Can be used to compare a bunch of files.
Makes use of mmap-ing, sparse vectors and all your CPUs to be decently fast.
Comparing some files:
$ ls
manhattan.jpg shuffleparrot.gif tokio.png ultrafastparrot.gif
$ ngrm -n 8 -o /dev/null --stdout *
n = 8
m = 100000
Time (generate_basis): 39 ms
Time (build_file_vectors): 120 ms
Time (generate_similarity_matrix): 4 ms
manhat shuffl tokio. ultraf
manhat 1.0000,0.0000,0.0011,0.0000
shuffl 0.0000,1.0000,0.0000,0.9695
tokio. 0.0011,0.0000,1.0000,0.0000
ultraf 0.0000,0.9695,0.0000,1.0000
Wrote output to file: /dev/null
Time (total): 165 ms
As can be seen from the output similarity matrix, ultrafastparrot.gif
and shuffleparrot.gif
must be similar files.
The following command runs the analysis on all files in ~/data/, which have a combined size of 3.8 GB. A similarity matrix is generated and written to matrix.csv.

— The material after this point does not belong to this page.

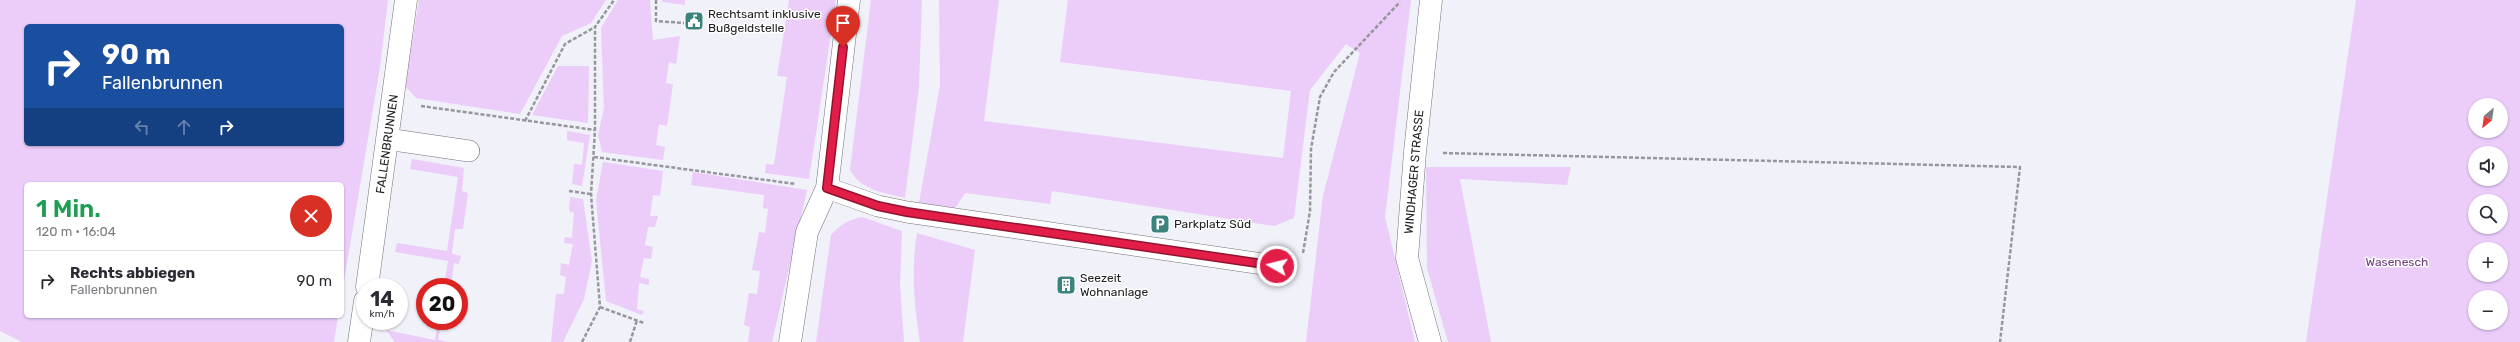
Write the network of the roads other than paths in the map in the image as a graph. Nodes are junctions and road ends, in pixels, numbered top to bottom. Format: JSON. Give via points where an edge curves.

$ ngrm -n 8 ~/data/*.* -o matrix.csv
This takes about 12.3 seconds to run on my machine (NVMe SSD, Ryzen 9 3900X with 24 threads @ 3.8 GHz). The similarity matrix can then (for example) be used together with a clustering algorithm like the one included in this repo:
$ python ward_cluster.py matrix.csv
...which produces this output:
In this plot, each point (x, y) has a brightness value corresponding to how similar the files x and y are. E.g. all points on the diagonal (x,x) should have a value of 1 and are bright yellow, as each file is completely similar to itself. Each cluster corresponds to a set of files that are similar or identical.
This approximates an n-gram analysis by first selecting M (--vector-length
) random
byte sequences of length N (-n
) from all the supplied files. These are then used
to map all files into a vector space with dimension M, where their similarity is computed
using the cosine similarity metric.
ngrm [FLAGS] [OPTIONS] -n <n> --output <output> [FILES]...
FLAGS:
-h, --help Prints help information
-s, --silent Silence output
--stats Print top 25 most common sequences
--stdin Read input file paths from stdin instead of the arguments
-V, --version Prints version information
OPTIONS:
-m, --vector-length <m> The desired vector size. Higher values give more precise results. The required working
memory will be O(n * m). This value should be chosen as high as your RAM permits (default
is 100,000)
-M, --mapping <mapping> Optional output file with a mapping of (file |-> index in matrix)
-n <n> The n in n-gram (Byte sequence length)
-o, --output <output> Output file for similarity matrix
ARGS:
<FILES>... Input files